### Task instructions
Exactly as they appear below, repeat the lines from the one with "position:absolute; left:24px; top:766px;" through the one with "display:flex; justify-content:space-around; direction:ltr", and no others.

### Material for this exercise
——
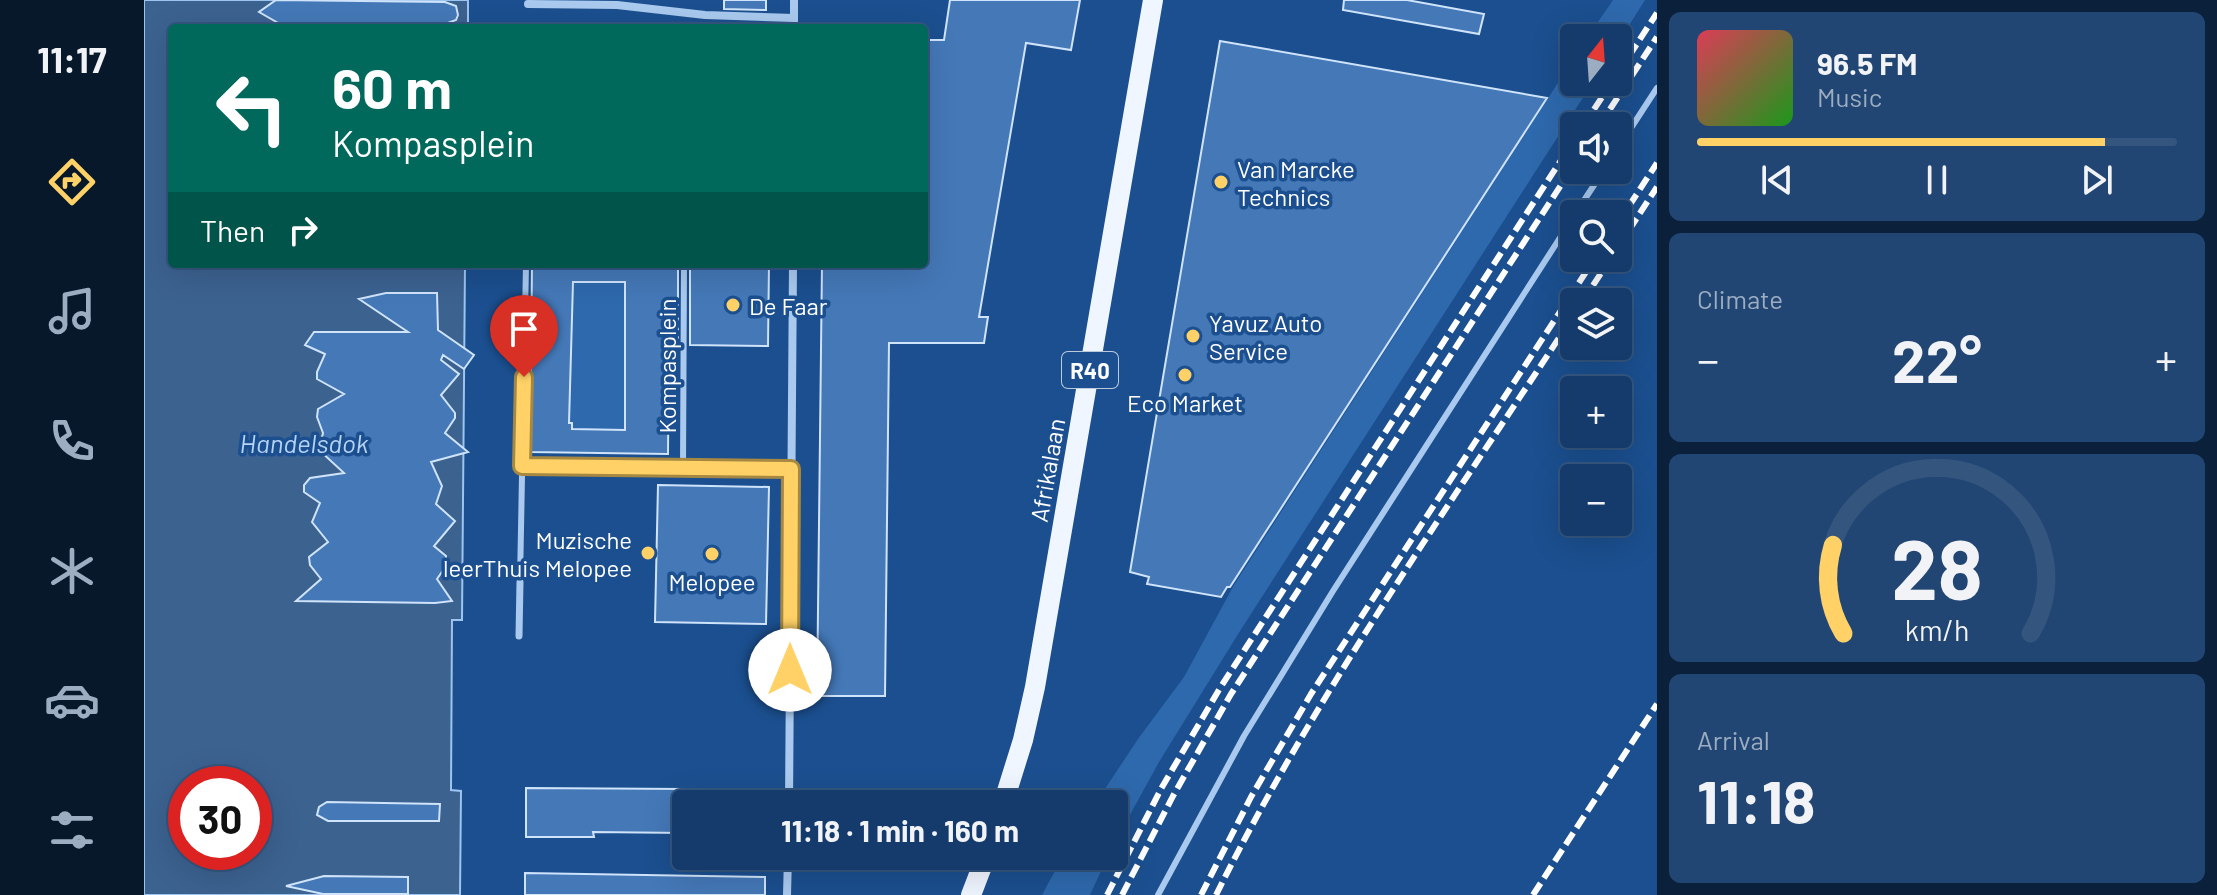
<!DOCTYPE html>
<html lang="en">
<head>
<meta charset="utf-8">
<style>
	:root { --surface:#143b6b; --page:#214673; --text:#f1f3f6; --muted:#9dadc1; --line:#33557e; --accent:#ffd166 }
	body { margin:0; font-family:Barlow,sans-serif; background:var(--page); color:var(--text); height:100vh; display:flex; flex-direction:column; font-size:30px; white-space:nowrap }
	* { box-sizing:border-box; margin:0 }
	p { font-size:26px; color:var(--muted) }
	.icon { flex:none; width:44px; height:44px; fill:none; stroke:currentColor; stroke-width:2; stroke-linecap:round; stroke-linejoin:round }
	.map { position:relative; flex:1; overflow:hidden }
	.details { display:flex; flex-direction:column; gap:12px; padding:12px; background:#0b203b; width:560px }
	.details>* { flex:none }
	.top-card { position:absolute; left:24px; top:24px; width:760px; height:244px; border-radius:8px; box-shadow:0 8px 32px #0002,0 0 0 2px var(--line); background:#00695c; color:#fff; overflow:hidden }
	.needle { width:52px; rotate:17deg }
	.controls { position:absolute; left:1416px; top:24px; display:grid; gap:16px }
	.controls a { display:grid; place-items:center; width:72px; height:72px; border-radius:8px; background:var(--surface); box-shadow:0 8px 32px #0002,0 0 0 2px var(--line); font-size:40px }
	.speed { position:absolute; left:24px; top:766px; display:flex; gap:16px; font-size:40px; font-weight:700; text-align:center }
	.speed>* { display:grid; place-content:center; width:104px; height:104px; border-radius:50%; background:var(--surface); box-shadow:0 8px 32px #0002,0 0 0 2px var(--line); line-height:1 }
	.speed .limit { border:12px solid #d22; background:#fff; color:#111 }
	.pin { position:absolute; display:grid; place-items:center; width:68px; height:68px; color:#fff; margin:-82px -34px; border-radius:50% 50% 50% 0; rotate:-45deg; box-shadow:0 0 8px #0007 }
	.pin .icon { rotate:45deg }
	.me { position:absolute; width:88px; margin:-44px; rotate:0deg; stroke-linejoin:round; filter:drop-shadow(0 0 6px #0008) }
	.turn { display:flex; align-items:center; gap:28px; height:168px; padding:0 32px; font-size:36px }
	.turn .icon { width:104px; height:104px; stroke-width:2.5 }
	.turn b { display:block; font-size:56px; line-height:68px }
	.then { display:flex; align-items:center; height:76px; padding:0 32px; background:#0003; gap:16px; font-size:30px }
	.big { font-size:60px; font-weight:700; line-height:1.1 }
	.details .widget { flex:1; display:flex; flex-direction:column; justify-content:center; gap:12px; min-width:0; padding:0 28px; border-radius:12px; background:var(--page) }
	.details .dial { align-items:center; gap:0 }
	.dial svg { height:208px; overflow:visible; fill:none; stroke:var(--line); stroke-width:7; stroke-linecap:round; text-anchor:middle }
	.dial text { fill:var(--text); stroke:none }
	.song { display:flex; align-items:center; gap:24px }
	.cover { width:96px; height:96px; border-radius:12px; background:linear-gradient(135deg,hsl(350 70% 55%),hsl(120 70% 35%)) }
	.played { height:8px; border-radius:4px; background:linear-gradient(90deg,var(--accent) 85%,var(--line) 85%) }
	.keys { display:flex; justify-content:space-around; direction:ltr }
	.heat { display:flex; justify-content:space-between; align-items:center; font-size:44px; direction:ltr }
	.trip { position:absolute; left:528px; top:790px; width:456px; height:80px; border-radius:8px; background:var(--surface); box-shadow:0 8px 32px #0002,0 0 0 2px var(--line); font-weight:700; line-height:80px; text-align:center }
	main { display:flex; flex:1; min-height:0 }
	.dock { display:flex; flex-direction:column; width:144px; justify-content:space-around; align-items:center; background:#08182b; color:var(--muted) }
	.dock .icon { width:56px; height:56px }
	.dock .on { color:var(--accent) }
	.dock b { font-size:36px; color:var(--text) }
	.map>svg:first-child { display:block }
</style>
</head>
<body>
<main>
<nav class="dock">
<b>11:17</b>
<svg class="icon on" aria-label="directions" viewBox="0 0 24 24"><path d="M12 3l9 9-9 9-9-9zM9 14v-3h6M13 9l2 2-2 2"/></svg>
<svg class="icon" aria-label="music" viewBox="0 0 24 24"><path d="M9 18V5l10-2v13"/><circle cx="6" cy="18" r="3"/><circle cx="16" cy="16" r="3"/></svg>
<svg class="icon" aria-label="phone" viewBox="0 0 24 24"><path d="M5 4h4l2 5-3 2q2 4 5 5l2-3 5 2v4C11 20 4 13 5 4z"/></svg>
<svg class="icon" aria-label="climate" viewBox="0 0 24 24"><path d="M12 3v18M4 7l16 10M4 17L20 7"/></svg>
<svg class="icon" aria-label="car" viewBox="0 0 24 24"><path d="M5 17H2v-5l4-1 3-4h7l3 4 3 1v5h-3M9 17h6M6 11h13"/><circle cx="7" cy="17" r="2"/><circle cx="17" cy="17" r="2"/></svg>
<svg class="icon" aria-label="filters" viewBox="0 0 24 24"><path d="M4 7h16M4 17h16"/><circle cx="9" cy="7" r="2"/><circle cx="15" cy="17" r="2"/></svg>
</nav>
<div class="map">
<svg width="1513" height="895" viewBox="0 0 1513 895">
	<rect width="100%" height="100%" fill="#1b4f8f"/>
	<path fill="#2e69ad" d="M1469 0H1501L1474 43V38H1443Z
		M1430 58V82H1449L1096 631 1015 762 970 844V804H951L994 739 1040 677 1090 585Z
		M428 282 514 283 481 296V430H443L427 445 428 423H425Z
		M919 856H964L946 895H898Z"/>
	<path fill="#3c6290" stroke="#9cc4f0" stroke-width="2" fill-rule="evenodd" d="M0 0H324V28H28V264H321L318 620H308L307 790 317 791 316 895H0ZM42 784H110V852H42Z"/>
	<path fill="#4478b7" stroke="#cfe3fa" stroke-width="2" fill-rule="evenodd" d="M132 0 301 2 312 6 314 15 312 20 301 24H136L115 12Z
		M580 0H622V10L580 9Z
		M806 0H936L927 50 882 43 835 317H844L840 343H745L741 696H673L678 264H780V40H800Z
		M1200 0H1263L1340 14 1335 34 1199 10Z
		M1076 41 1403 98 1086 587H1083L1077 597 1003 584 1005 577 986 572Z
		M388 264H534V345H525L524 454 386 452ZM429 282H481V430L428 429V423H425Z
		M546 264H625L624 346 546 345Z
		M242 293H293L294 330 330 355 320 369 299 355 297 360 315 374 297 395 311 413V418L301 433 324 452 287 462 298 486 292 504 311 521 290 546 302 556V566L293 579 308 601 291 603 152 601 177 579 166 565 165 557 184 542 168 522 176 503 160 492V485L166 478 200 473 175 450 179 433 173 417 174 409 200 394 173 379V372L181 354 161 345 170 332H264L215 299Z
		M514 485 625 487 622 624 511 622Z
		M382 788 542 789V833L449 832 450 837H382Z
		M183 802 296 804 295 821H184L173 815 175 807Z
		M381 873 621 877V895H381Z
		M180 876 264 877V894H179L142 886Z"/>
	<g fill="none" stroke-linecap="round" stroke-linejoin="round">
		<path stroke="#a9c9ee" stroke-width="6" d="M1474 148 1513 88
			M1431 214 1460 170
			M378 466 647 469
			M539 468 540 264
			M376 582 382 264
			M1014 895 1100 736 1189 591 1430 216"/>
		<path stroke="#a9c9ee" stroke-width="7" d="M375 636 376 582"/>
		<path stroke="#a9c9ee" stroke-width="8" d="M650 0V28
			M384 4 473 5 561 15 650 18
			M645 804 649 264
			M643 895 644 856"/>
		<path stroke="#f0f6ff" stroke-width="20" d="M859 804 879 740 891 687 1009 0
			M827 895 842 856"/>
		<path stroke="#fff" stroke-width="6" stroke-dasharray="14 6" stroke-linecap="butt" d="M1474 73 1513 13
			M1439 126 1468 82
			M1455 126 1513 37
			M1474 223 1513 163
			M1474 247 1513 187
			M1438 302 1467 258
			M963 895 1017 789 1076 688 1430 140
			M978 895 1029 796 1087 694 1430 165
			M1057 895 1107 797 1167 694 1451 258
			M1072 895C1173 691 1306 505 1430 315
			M1389 895 1513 704"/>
	</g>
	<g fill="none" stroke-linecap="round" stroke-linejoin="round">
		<defs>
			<path id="route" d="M380 377 378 466 647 469 646 670"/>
		</defs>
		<use href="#route" stroke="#a68842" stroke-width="20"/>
		<use href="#route" stroke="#ffd166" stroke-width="14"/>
	</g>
	<g fill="#ffd166" stroke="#1b4f8f" stroke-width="3">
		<circle cx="1077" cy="182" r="8"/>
		<circle cx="589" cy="305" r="8"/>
		<circle cx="1049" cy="336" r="8"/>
		<circle cx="1041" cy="375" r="8"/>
		<circle cx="504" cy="553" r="8"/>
		<circle cx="568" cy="554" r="8"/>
	</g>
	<g text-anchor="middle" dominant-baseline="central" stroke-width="7" stroke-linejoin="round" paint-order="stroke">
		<rect fill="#1b4f8f" stroke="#bbcadd" stroke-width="2" x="918" y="352" width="56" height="36" rx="6"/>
		<g font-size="22" font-weight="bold" fill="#fff">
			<text x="946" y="370">R40</text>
		</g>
		<g font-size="24" fill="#fff" stroke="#1b4f8f" text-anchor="start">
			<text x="1093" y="168">Van Marcke<tspan x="1093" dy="28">Technics</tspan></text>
			<text x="605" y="305">De Faar</text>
			<text x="1065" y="322">Yavuz Auto<tspan x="1065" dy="28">Service</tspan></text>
			<text x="1041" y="402" text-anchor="middle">Eco Market</text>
			<text x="488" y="539" text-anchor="end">Muzische<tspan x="488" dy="28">leerThuis Melopee</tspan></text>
			<text x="568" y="581" text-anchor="middle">Melopee</text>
		</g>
		<g font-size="24" fill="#fff" stroke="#1b4f8f">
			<text transform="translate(522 366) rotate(-90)">Kompasplein</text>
			<text transform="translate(903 470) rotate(-80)">Afrikalaan</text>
		</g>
		<g font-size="26" font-style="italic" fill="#b5d3f5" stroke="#1b4f8f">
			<text x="160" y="442">Handelsdok</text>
		</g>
	</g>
</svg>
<div class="controls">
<a><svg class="needle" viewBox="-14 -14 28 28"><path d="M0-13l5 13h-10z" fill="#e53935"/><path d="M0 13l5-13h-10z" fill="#9dadc1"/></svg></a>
<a><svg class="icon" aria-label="sound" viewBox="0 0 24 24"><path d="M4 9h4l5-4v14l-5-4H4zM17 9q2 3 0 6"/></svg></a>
<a><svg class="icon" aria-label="search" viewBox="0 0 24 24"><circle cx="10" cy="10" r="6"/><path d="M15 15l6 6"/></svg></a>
<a><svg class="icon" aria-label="layers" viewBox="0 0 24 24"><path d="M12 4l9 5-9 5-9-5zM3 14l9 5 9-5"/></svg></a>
<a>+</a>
<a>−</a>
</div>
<div class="speed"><div class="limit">30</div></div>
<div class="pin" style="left:380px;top:377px;background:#d93025"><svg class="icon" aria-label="arrive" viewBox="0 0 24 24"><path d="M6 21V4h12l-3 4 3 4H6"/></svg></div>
<svg class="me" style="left:646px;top:670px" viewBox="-20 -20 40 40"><circle r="19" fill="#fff"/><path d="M0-13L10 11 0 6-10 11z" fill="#ffd166"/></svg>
<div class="trip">11:18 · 1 min · 160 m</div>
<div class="top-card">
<div class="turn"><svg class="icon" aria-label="left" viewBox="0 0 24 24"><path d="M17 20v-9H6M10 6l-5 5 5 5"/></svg><div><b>60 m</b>Kompasplein</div></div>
<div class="then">Then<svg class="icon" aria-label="right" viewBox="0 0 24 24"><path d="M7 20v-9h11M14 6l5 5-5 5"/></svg></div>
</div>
</div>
<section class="details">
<div class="widget">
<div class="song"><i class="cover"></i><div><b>96.5 FM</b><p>Music</p></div></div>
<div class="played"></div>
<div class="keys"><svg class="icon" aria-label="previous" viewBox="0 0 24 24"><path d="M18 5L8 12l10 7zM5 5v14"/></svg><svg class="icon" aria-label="pause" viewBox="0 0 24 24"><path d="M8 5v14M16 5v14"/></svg><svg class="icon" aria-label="next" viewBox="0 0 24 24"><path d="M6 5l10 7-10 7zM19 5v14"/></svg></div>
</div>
<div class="widget"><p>Climate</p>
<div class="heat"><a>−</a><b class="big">22°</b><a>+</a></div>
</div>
<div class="widget dial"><svg viewBox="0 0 100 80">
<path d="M14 69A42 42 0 1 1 86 69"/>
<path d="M14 69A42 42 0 0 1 10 35" stroke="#ffd166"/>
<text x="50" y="56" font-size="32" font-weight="700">28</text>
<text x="50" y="72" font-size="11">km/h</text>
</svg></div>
<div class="widget"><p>Arrival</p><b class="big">11:18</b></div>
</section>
</main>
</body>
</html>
——
### Solution to the problem
	.speed { position:absolute; left:24px; top:766px; display:flex; gap:16px; font-size:40px; font-weight:700; text-align:center }
	.speed>* { display:grid; place-content:center; width:104px; height:104px; border-radius:50%; background:var(--surface); box-shadow:0 8px 32px #0002,0 0 0 2px var(--line); line-height:1 }
	.speed .limit { border:12px solid #d22; background:#fff; color:#111 }
	.pin { position:absolute; display:grid; place-items:center; width:68px; height:68px; color:#fff; margin:-82px -34px; border-radius:50% 50% 50% 0; rotate:-45deg; box-shadow:0 0 8px #0007 }
	.pin .icon { rotate:45deg }
	.me { position:absolute; width:88px; margin:-44px; rotate:0deg; stroke-linejoin:round; filter:drop-shadow(0 0 6px #0008) }
	.turn { display:flex; align-items:center; gap:28px; height:168px; padding:0 32px; font-size:36px }
	.turn .icon { width:104px; height:104px; stroke-width:2.5 }
	.turn b { display:block; font-size:56px; line-height:68px }
	.then { display:flex; align-items:center; height:76px; padding:0 32px; background:#0003; gap:16px; font-size:30px }
	.big { font-size:60px; font-weight:700; line-height:1.1 }
	.details .widget { flex:1; display:flex; flex-direction:column; justify-content:center; gap:12px; min-width:0; padding:0 28px; border-radius:12px; background:var(--page) }
	.details .dial { align-items:center; gap:0 }
	.dial svg { height:208px; overflow:visible; fill:none; stroke:var(--line); stroke-width:7; stroke-linecap:round; text-anchor:middle }
	.dial text { fill:var(--text); stroke:none }
	.song { display:flex; align-items:center; gap:24px }
	.cover { width:96px; height:96px; border-radius:12px; background:linear-gradient(135deg,hsl(350 70% 55%),hsl(120 70% 35%)) }
	.played { height:8px; border-radius:4px; background:linear-gradient(90deg,var(--accent) 85%,var(--line) 85%) }
	.keys { display:flex; justify-content:space-around; direction:ltr }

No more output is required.